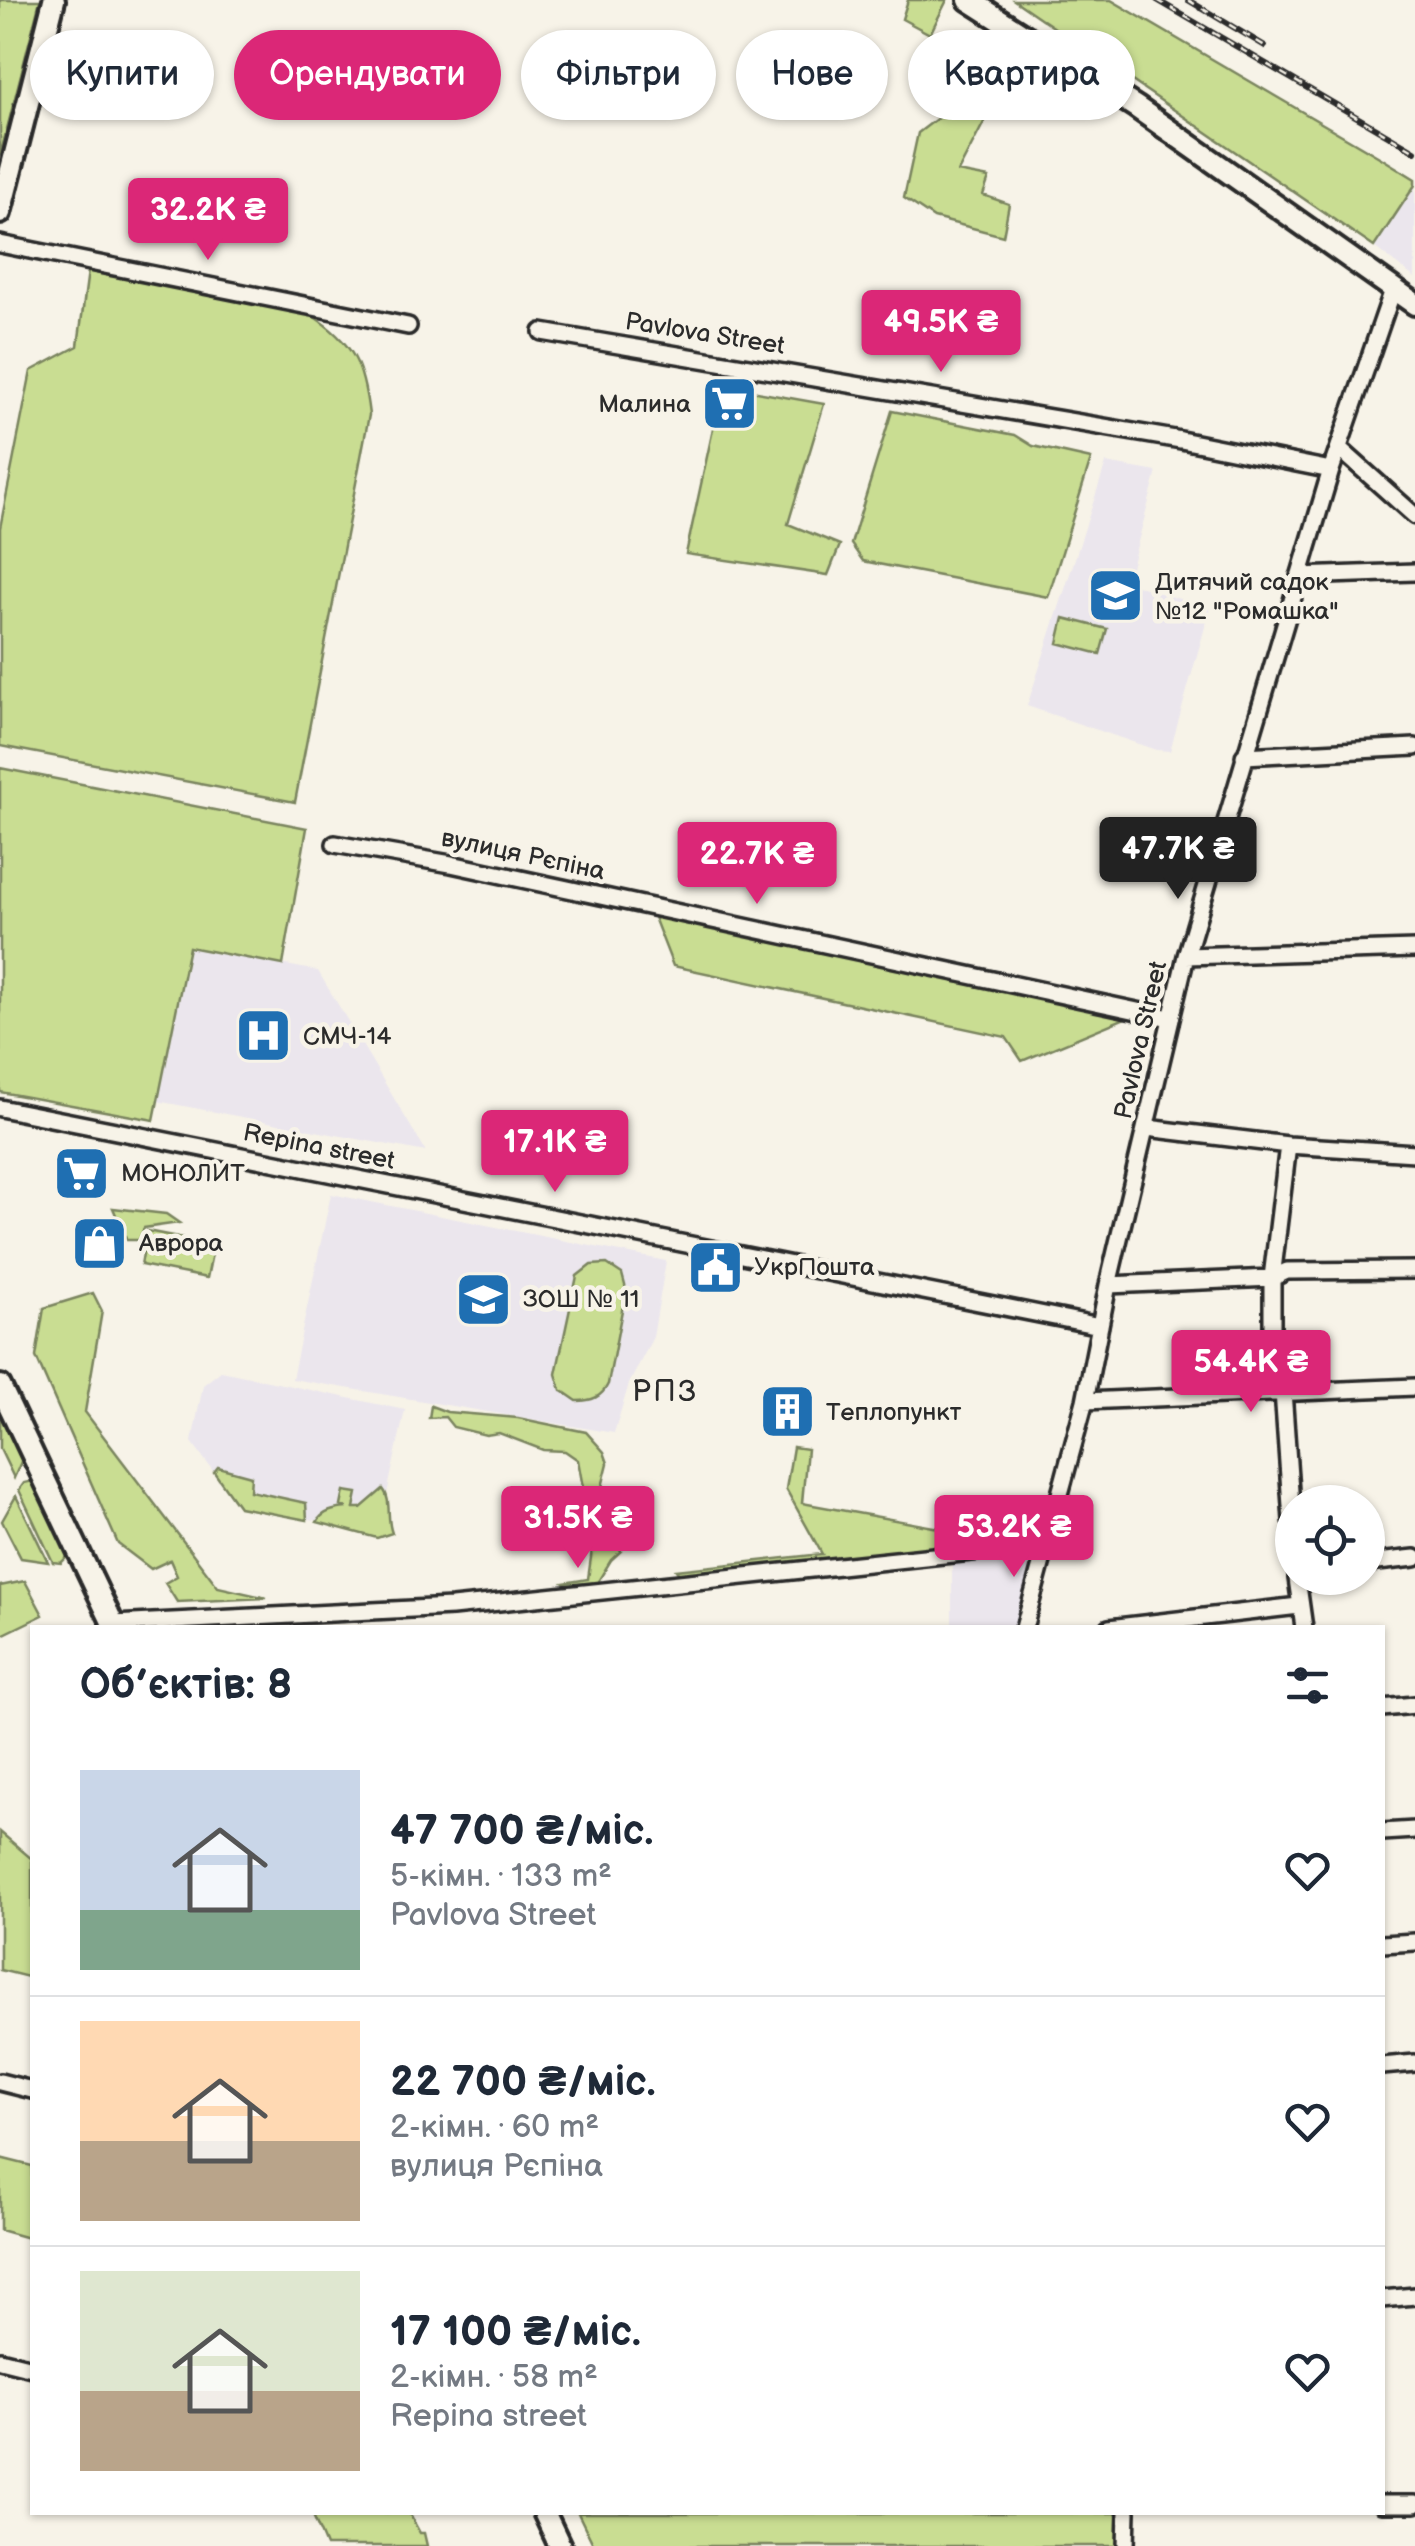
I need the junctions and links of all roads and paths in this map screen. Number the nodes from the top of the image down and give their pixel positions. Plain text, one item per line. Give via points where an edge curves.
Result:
1 (54, 0) edge
2 (969, 0) edge
3 (0, 213) edge
4 (0, 244) edge
5 (1394, 287) junction
6 (1415, 304) edge
7 (408, 326) dead end
8 (542, 332) dead end
9 (1340, 448) junction
10 (1332, 470) junction
11 (1415, 516) edge
12 (1415, 572) edge
13 (1300, 576) junction
14 (1415, 748) edge
15 (1244, 756) junction
16 (335, 844) dead end
17 (1415, 949) edge
18 (1186, 956) junction
19 (1170, 1018) junction
20 (0, 1108) edge
21 (1147, 1128) junction
22 (1288, 1145) junction
23 (1415, 1153) edge
24 (1415, 1270) edge
25 (1272, 1278) junction
26 (1108, 1285) junction
27 (1100, 1326) junction
28 (0, 1386) edge
29 (1415, 1387) edge
30 (1283, 1390) junction
31 (1086, 1401) junction
32 (1290, 1485) edge
33 (1047, 1544) junction
34 (1415, 1558) edge
35 (1385, 1562) edge
36 (1298, 1595) edge
37 (1299, 1606) junction
38 (114, 1625) edge
39 (132, 1625) edge
40 (1025, 1625) edge
41 (1135, 1625) edge
42 (1303, 1625) edge
43 (1415, 1705) edge
44 (1385, 1708) edge
45 (1415, 1830) edge
46 (1385, 1832) edge
47 (1415, 1942) edge
48 (1385, 1944) edge
49 (1415, 2063) edge
50 (1385, 2066) edge
51 (0, 2082) edge
52 (30, 2090) edge
53 (1415, 2296) edge
54 (1385, 2299) edge
55 (0, 2360) edge
56 (30, 2368) edge
57 (1385, 2504) edge
58 (1415, 2504) edge
59 (545, 2515) edge
60 (1127, 2515) edge
61 (560, 2546) edge
62 (1126, 2546) edge

1 - 3 main road
2 - 5 main road via 1136,106
4 - 7 street
5 - 6 main road
5 - 9 street, Pavlova Street
8 - 10 street, Pavlova Street
9 - 10 street, Pavlova Street
9 - 11 street
10 - 13 street, Pavlova Street
12 - 13 street
13 - 15 street, Pavlova Street
14 - 15 street
15 - 18 street, Pavlova Street
16 - 19 street, вулиця Рєпіна
17 - 18 street
18 - 19 street, Pavlova Street
19 - 21 street, Pavlova Street
20 - 27 street, Repina street
21 - 22 street
21 - 26 street, Pavlova Street
22 - 23 street
22 - 25 street
24 - 25 street via 1287,1271
25 - 26 street
25 - 30 street via 1272,1374
26 - 27 street, Pavlova Street
27 - 31 street, Pavlova Street
28 - 38 main road
29 - 30 street
30 - 31 street
30 - 32 street
31 - 33 street, Pavlova Street
33 - 39 street via 452,1607
33 - 40 street, Pavlova Street
34 - 35 street
36 - 37 street
37 - 41 street
37 - 42 street
43 - 44 street
45 - 46 street
47 - 48 street
49 - 50 street
51 - 52 street
53 - 54 street
55 - 56 street
57 - 58 street
59 - 61 main road
60 - 62 street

————

### ASSIGNED TASK
Print the listing exactly. No pictures belong in the copy.

### RESPONSE TO THIS TASK
I need the junctions and links of all roads and paths in this map screen. Number the nodes from the top of the image down and give their pixel positions. Plain text, one item per line. Give via points where an edge curves.
Result:
1 (54, 0) edge
2 (969, 0) edge
3 (0, 213) edge
4 (0, 244) edge
5 (1394, 287) junction
6 (1415, 304) edge
7 (408, 326) dead end
8 (542, 332) dead end
9 (1340, 448) junction
10 (1332, 470) junction
11 (1415, 516) edge
12 (1415, 572) edge
13 (1300, 576) junction
14 (1415, 748) edge
15 (1244, 756) junction
16 (335, 844) dead end
17 (1415, 949) edge
18 (1186, 956) junction
19 (1170, 1018) junction
20 (0, 1108) edge
21 (1147, 1128) junction
22 (1288, 1145) junction
23 (1415, 1153) edge
24 (1415, 1270) edge
25 (1272, 1278) junction
26 (1108, 1285) junction
27 (1100, 1326) junction
28 (0, 1386) edge
29 (1415, 1387) edge
30 (1283, 1390) junction
31 (1086, 1401) junction
32 (1290, 1485) edge
33 (1047, 1544) junction
34 (1415, 1558) edge
35 (1385, 1562) edge
36 (1298, 1595) edge
37 (1299, 1606) junction
38 (114, 1625) edge
39 (132, 1625) edge
40 (1025, 1625) edge
41 (1135, 1625) edge
42 (1303, 1625) edge
43 (1415, 1705) edge
44 (1385, 1708) edge
45 (1415, 1830) edge
46 (1385, 1832) edge
47 (1415, 1942) edge
48 (1385, 1944) edge
49 (1415, 2063) edge
50 (1385, 2066) edge
51 (0, 2082) edge
52 (30, 2090) edge
53 (1415, 2296) edge
54 (1385, 2299) edge
55 (0, 2360) edge
56 (30, 2368) edge
57 (1385, 2504) edge
58 (1415, 2504) edge
59 (545, 2515) edge
60 (1127, 2515) edge
61 (560, 2546) edge
62 (1126, 2546) edge

1 - 3 main road
2 - 5 main road via 1136,106
4 - 7 street
5 - 6 main road
5 - 9 street, Pavlova Street
8 - 10 street, Pavlova Street
9 - 10 street, Pavlova Street
9 - 11 street
10 - 13 street, Pavlova Street
12 - 13 street
13 - 15 street, Pavlova Street
14 - 15 street
15 - 18 street, Pavlova Street
16 - 19 street, вулиця Рєпіна
17 - 18 street
18 - 19 street, Pavlova Street
19 - 21 street, Pavlova Street
20 - 27 street, Repina street
21 - 22 street
21 - 26 street, Pavlova Street
22 - 23 street
22 - 25 street
24 - 25 street via 1287,1271
25 - 26 street
25 - 30 street via 1272,1374
26 - 27 street, Pavlova Street
27 - 31 street, Pavlova Street
28 - 38 main road
29 - 30 street
30 - 31 street
30 - 32 street
31 - 33 street, Pavlova Street
33 - 39 street via 452,1607
33 - 40 street, Pavlova Street
34 - 35 street
36 - 37 street
37 - 41 street
37 - 42 street
43 - 44 street
45 - 46 street
47 - 48 street
49 - 50 street
51 - 52 street
53 - 54 street
55 - 56 street
57 - 58 street
59 - 61 main road
60 - 62 street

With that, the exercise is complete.